Our seminar director explained that the word “wow” meant “yes” in Wolof—the major language in Senegal. He said the man at the pay phone was probably answering questions in an interview. For many years I have wondered how “wow” worked its way into “yes” in English where it has a stronger affirmation and often a sense of surprise.
Researching the origin of ‘wow’ in English, I came across several scholarly articles suggesting a word close to ‘wow’ was first used in a Scottish document in the 1500s while other articles suggested other possible European origins for ‘wow.’ My reasonable assumption was that ‘wow’ may have been brought to North and South America by some of the estimated twelve million Africans seized in the brutal Trans-Atlantic Slave Trade. A major Dutch-built ‘castle’ on the island of Goree, near Dakar, had a dungeon where captives were held to await slave ships.
My guess was confirmed by producer and author Gail Pellet in her TV series “Slavery and the Making of America”(2005). She notes that this Wolof word ‘wow’ had been mainstreamed during slavery. I have found evidence for at least sixty plus English words of African origin and many more “Africanisms in American Culture.”* Chigger is from Wolof and/or Yoruba where ‘jiga’ means insect. Cola--the nut-- plays a large role in African ceremonies and is from the Mandingo word ‘kolo.’ Gumbo is from several Congo languages’ word for okra—ngombo. Cool is from a Yoruba word “Kool” describing a special kind of art. And the list continues.
Some African words have come into North American English via Portuguese—the first Europeans to trade along the West coast. A language later called ‘Pidgin English’**developed since so many languages dotted the coast. Of course, many words and phrases related directly to trade, such as “plenty too much.”
One ‘pidgin’ word developed from Portuguese was ‘pickaniny’--meaning ‘baby-child’—borrowed from the Portuguese traders’ word for “small”(pequeno). In past generations in the southern USA, some Black mothers sang to their baby before bedtime: “Go to sleep, my little pickaniny.”
One of my students was from that part of southeastern Nigeria and southwestern Cameroun which has so many languages that her Roman Catholic church uses Pidgin in all its services. She noted that the end of December is when they all celebrated the birth of “Pickan Jesus.”
Meanwhile, back in Paris in 1948, the Universal Declaration of Human Rights was established as a key United Nations Document. It has been translated into several Pidgins and Creoles***: English-based, French-based, Portuguese-based, Spanish-based, and others.
WOW!
*Title of the book edited by Joseph E. Holloway (Indiana University Press, 1991)

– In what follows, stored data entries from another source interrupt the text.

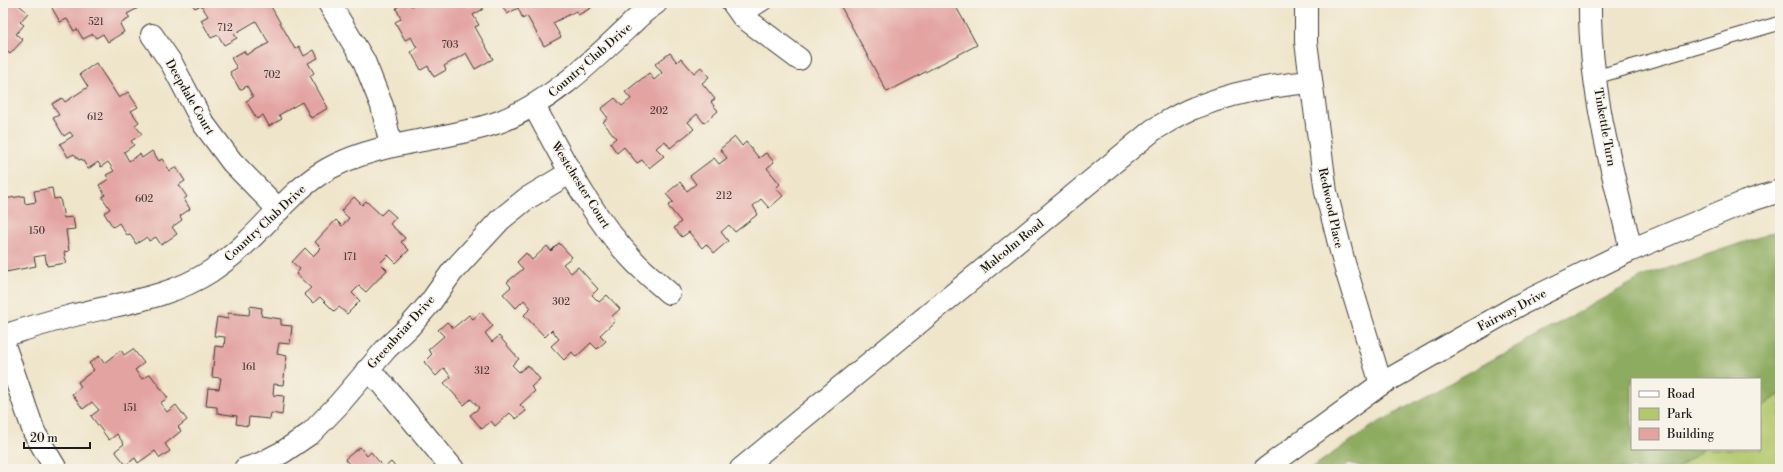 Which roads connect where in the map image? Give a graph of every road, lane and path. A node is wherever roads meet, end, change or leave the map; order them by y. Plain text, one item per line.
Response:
1 (330, 3) edge
2 (765, 3) edge
3 (1306, 3) edge
4 (1590, 3) edge
5 (648, 6) edge
6 (738, 10) edge
7 (1780, 23) edge
8 (152, 35) dead end
9 (799, 59) dead end
10 (1596, 77) junction
11 (1311, 82) junction
12 (534, 106) junction
13 (391, 146) junction
14 (571, 172) junction
15 (1780, 192) edge
16 (279, 210) junction
17 (1631, 250) junction
18 (669, 293) dead end
19 (3, 336) edge
20 (3, 342) edge
21 (366, 371) junction
22 (1381, 384) junction
23 (56, 469) edge
24 (245, 469) edge
25 (453, 469) edge
26 (741, 469) edge
27 (1265, 469) edge

1 - 13 street
2 - 6 lane
3 - 11 street, Redwood Place
4 - 10 street, Tinkettle Turn
5 - 12 street, Country Club Drive
6 - 9 street
7 - 10 lane
8 - 16 street, Deepdale Court
10 - 17 street, Tinkettle Turn
11 - 22 street, Redwood Place
11 - 26 street, Malcolm Road
12 - 13 street, Country Club Drive
12 - 14 street, Westchester Court
13 - 16 street, Country Club Drive
14 - 18 street, Westchester Court
14 - 21 street, Greenbriar Drive
15 - 17 street, Fairway Drive
16 - 19 street, Country Club Drive
17 - 22 street, Fairway Drive
20 - 23 street
21 - 24 street, Greenbriar Drive
21 - 25 street
22 - 27 street, Fairway Drive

**The word “pidgin” itself is an attempt to say “business.” A Portuguese Pidgin and Chinese Pidgin English developed along the coast of China—a necessity for trade by the 16th century. If a ship’s captain was visiting a lower deck and left his handkerchief in the top deck, he would ask his Chinese crewmember to “Go topside, catchee one piecey nose-rag, come bottomside.” There may be Chinese crewmembers that spoke different Chinese languages and thus spoke Pidgin to each other.
***Creole in many cases began as Pidgin and then became the permanent language of a country or area—Haiti is one example.